I didn’t know what to say.  I had too many things to say.  You’re a lousy and inconsiderate lover, and your morning breath is terrible, and I hate myself for having slept with you.  And maybe the most honest, the one that I had known for years but struggled with every day, it means “I do not forgive you.”  I buttoned up my shirt, flicked hair out of my eyes.  Yesterday’s clothes, still smelling like yesterday’s mistakes; they rubbed in the stink of cigarettes, the sweat and spilled beer, held them against my skin, a reminder of my sins.

“Sorry, it’s a personal tattoo or something, no problem, I get it.”  He prattled on, like he could fix that gaping rift with words.  It was too bad that someone that cute was … trash.

I sniffed my pants and regretted it, putting them on anyway.

“Do you want breakfast?”  He still didn’t get it.  I wasn’t going to stick around.

I looked at him.  Smile or no smile?  Don’t encourage him, no smile.  “I don’t really feel like it.”  I bent down and picked up my shoulder bag.  A few steps took me to the door, and I slipped into my shoes.  My cane, the one I take with me everywhere, was propped up against the wall where I’d left it.  Good.  He probably hadn’t fiddled with it while I was asleep.  It felt right resting in my hand again.

“I, uh,” he looks at me standing framed in the doorway, obviously not thinking fast enough, “I had a good time.  Would you like to do that again some time?”

“No,” I opened the door and stepped out into the hall, “probably not.”  The door swung shut, with him still lying in bed.  He had a stupid look on his face.  Appropriate.

***

Outside, the weather had settled into a misting drizzle, clouds lit from underneath by the rising sun.  The morning sun was invisible behind the high-rises, where they clustered around the bend in the river to the east, but for a few minutes it left the clouds a gorgeous yellow before they faded into grey again.  Not many people were out this morning, and I liked being alone on the street for a change.  My cane resting comfortably on my shoulder, I walked slowly towards the little park outside my apartment building, where the bomb craters had been turned into fish ponds and water gardens.  My neighborhood had it bad.  His had had it good.
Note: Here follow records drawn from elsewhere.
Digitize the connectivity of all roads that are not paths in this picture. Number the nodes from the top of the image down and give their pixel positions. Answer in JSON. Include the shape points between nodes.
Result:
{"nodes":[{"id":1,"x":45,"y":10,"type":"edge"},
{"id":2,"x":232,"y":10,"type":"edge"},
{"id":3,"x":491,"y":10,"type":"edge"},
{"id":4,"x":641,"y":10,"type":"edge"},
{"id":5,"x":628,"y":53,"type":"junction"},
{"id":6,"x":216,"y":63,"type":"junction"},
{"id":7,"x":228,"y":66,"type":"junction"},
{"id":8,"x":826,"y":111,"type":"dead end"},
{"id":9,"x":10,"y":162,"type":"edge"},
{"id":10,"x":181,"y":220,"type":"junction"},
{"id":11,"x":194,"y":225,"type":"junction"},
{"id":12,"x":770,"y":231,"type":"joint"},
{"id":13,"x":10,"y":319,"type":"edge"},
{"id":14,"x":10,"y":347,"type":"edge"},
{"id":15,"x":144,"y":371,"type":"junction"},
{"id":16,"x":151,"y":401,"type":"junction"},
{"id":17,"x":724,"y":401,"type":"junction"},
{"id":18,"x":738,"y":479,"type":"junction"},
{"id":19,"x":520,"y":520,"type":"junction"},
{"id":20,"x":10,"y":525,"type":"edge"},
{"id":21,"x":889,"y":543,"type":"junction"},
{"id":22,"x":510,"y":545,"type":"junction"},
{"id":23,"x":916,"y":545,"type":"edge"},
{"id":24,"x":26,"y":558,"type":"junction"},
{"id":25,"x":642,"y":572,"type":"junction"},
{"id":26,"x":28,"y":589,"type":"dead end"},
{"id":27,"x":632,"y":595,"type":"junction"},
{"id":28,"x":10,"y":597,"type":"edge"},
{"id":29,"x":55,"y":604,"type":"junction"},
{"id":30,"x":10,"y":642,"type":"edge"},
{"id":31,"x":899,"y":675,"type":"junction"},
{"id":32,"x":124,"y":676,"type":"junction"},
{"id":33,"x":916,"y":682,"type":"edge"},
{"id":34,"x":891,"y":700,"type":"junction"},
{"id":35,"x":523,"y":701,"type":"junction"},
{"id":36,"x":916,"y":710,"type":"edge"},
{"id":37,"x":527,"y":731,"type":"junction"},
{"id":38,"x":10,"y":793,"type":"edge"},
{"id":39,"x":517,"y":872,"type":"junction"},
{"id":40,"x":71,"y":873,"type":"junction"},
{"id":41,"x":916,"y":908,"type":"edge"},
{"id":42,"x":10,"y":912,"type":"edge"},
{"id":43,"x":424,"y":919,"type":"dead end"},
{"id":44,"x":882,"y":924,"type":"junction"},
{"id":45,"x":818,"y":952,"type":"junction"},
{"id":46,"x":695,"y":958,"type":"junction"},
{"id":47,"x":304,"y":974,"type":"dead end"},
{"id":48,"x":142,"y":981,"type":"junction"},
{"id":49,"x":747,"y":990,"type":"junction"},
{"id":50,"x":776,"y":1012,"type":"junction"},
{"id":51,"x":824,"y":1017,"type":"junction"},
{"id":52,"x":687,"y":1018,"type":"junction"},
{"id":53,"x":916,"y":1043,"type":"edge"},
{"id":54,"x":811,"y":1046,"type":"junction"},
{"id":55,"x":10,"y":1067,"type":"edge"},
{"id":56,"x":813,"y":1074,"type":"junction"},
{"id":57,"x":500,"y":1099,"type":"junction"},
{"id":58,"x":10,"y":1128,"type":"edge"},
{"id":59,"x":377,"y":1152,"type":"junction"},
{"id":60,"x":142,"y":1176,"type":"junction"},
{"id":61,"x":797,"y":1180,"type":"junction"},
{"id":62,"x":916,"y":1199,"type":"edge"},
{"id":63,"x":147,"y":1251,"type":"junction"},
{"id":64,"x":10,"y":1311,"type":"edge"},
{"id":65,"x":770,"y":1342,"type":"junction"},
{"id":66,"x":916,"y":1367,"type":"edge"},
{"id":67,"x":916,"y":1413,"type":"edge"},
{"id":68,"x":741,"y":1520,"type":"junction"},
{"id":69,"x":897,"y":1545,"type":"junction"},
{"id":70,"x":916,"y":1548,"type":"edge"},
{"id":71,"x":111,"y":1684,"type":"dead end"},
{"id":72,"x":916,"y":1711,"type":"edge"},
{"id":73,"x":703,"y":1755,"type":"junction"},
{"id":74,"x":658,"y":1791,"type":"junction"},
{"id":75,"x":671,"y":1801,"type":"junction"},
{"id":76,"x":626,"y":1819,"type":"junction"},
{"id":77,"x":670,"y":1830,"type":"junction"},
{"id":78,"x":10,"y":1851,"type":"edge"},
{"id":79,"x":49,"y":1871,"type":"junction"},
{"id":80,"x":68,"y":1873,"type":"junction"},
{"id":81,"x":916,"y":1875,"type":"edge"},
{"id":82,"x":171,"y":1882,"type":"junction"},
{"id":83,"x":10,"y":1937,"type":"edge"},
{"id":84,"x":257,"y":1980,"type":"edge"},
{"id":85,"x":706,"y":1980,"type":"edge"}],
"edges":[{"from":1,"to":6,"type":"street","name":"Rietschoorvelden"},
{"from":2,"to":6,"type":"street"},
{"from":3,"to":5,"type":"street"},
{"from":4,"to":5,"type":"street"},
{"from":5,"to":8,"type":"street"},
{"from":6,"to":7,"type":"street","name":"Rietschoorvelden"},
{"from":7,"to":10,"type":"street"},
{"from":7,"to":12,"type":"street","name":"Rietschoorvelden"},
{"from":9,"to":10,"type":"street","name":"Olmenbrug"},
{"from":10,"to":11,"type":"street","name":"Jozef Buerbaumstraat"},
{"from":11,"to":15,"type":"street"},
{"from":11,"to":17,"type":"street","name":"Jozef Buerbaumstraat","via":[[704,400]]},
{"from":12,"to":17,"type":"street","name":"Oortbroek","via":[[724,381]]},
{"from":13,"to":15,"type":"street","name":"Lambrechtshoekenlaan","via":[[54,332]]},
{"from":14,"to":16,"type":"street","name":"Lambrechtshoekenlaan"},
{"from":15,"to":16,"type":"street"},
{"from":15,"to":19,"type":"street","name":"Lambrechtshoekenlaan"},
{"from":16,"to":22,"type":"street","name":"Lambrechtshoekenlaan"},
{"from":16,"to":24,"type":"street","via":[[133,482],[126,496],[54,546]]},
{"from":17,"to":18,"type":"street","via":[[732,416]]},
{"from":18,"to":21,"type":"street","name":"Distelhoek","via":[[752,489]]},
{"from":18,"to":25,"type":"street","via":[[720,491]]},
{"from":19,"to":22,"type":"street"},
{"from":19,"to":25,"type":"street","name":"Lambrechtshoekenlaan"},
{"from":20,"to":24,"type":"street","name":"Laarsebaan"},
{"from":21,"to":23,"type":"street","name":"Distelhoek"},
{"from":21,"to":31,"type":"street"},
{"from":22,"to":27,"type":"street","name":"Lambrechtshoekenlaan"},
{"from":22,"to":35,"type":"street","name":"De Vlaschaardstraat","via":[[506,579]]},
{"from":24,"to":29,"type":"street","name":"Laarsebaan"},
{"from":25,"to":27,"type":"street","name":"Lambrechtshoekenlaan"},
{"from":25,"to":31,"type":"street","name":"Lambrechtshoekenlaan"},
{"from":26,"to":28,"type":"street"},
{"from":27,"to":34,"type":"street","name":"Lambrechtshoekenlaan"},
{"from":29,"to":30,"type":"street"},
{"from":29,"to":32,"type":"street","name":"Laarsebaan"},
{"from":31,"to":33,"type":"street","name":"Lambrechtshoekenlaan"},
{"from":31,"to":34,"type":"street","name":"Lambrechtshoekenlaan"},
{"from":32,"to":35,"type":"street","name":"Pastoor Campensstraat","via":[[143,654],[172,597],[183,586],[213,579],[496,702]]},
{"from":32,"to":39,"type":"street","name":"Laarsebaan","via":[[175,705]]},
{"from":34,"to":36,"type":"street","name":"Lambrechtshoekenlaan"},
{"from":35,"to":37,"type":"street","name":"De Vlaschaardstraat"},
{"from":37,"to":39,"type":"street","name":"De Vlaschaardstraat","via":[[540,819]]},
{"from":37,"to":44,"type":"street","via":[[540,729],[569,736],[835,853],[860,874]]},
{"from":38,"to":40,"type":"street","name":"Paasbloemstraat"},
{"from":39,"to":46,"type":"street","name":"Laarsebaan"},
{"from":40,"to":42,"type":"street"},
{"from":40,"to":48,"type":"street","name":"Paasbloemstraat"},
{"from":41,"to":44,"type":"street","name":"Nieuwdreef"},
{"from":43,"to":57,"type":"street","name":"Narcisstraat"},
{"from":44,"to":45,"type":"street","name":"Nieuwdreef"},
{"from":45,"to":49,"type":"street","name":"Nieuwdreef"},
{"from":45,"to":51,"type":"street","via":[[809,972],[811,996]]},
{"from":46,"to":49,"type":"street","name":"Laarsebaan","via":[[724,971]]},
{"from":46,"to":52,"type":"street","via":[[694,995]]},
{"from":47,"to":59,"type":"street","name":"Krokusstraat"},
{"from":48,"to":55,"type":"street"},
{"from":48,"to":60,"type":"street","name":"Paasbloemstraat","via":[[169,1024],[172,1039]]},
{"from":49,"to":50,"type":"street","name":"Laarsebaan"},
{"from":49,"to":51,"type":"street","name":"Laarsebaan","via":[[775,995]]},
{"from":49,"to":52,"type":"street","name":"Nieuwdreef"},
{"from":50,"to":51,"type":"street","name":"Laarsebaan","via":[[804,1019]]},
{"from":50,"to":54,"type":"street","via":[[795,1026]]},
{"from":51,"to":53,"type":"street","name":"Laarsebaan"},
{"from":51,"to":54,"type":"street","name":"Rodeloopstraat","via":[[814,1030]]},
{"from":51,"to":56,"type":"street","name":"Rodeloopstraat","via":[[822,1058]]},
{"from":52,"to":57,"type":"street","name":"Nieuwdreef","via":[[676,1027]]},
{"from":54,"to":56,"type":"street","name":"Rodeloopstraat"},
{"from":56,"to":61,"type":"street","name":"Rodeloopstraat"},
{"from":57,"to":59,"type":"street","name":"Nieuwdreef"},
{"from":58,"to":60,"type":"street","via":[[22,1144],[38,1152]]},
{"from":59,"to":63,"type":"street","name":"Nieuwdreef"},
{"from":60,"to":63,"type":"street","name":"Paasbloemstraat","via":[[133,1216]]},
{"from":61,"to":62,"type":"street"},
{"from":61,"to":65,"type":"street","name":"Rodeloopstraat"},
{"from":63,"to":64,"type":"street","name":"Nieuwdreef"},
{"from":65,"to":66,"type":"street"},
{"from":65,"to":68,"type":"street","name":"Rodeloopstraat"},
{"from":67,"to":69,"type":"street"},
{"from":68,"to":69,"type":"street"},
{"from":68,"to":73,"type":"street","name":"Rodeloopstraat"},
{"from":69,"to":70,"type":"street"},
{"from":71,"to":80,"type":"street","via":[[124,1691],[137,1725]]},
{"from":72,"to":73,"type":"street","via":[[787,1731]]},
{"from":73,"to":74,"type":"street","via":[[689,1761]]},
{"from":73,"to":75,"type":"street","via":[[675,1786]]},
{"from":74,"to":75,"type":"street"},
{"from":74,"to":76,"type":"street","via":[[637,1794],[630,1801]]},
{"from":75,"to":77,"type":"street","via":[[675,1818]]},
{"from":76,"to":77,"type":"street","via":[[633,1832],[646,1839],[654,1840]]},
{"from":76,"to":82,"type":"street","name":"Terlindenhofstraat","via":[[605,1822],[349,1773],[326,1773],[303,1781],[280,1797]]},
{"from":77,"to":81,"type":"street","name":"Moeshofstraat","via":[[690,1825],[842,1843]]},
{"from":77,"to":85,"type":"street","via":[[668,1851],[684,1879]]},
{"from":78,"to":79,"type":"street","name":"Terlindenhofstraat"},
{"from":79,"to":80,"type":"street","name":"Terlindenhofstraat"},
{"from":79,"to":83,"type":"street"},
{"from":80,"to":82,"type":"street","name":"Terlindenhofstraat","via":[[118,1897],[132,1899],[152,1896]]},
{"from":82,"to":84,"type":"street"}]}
It was hard to forget the war.  No one really could, even though nearly everyone tried.  The building’s facade was like that writ large, all the pockmarks filled on the first two stories.  Even the graffiti seemed like it was trying to help, masking the difference between the original stone and brick and the putty used to smooth over the building’s wounds.  But any old bullet holes higher than you could easily reach on a ladder were still there, chunks of brick and stone torn away and never repaired.  And deeper inside, the wounds were still just as real.  My building’s elevator hasn’t worked since the top of the shaft was blown off during shelling, patched but never replaced.

My thigh was burning again by the time I reached my apartment on the third floor, the skin around that scar quivering from the strain, but I made it all the way without having to use the cane.  That wasn’t why I kept it, and I wasn’t going to stoop to using it that way.  My cavernous room felt empty despite the clutter, despite the broken furniture and shattered glass in the corners that I’d never quite gotten around to taking out.  The floor’s familiar dark stains felt like home, reminders from when this was the building’s triage ward, my father’s triage ward.  I thought I could still put faces to some of them.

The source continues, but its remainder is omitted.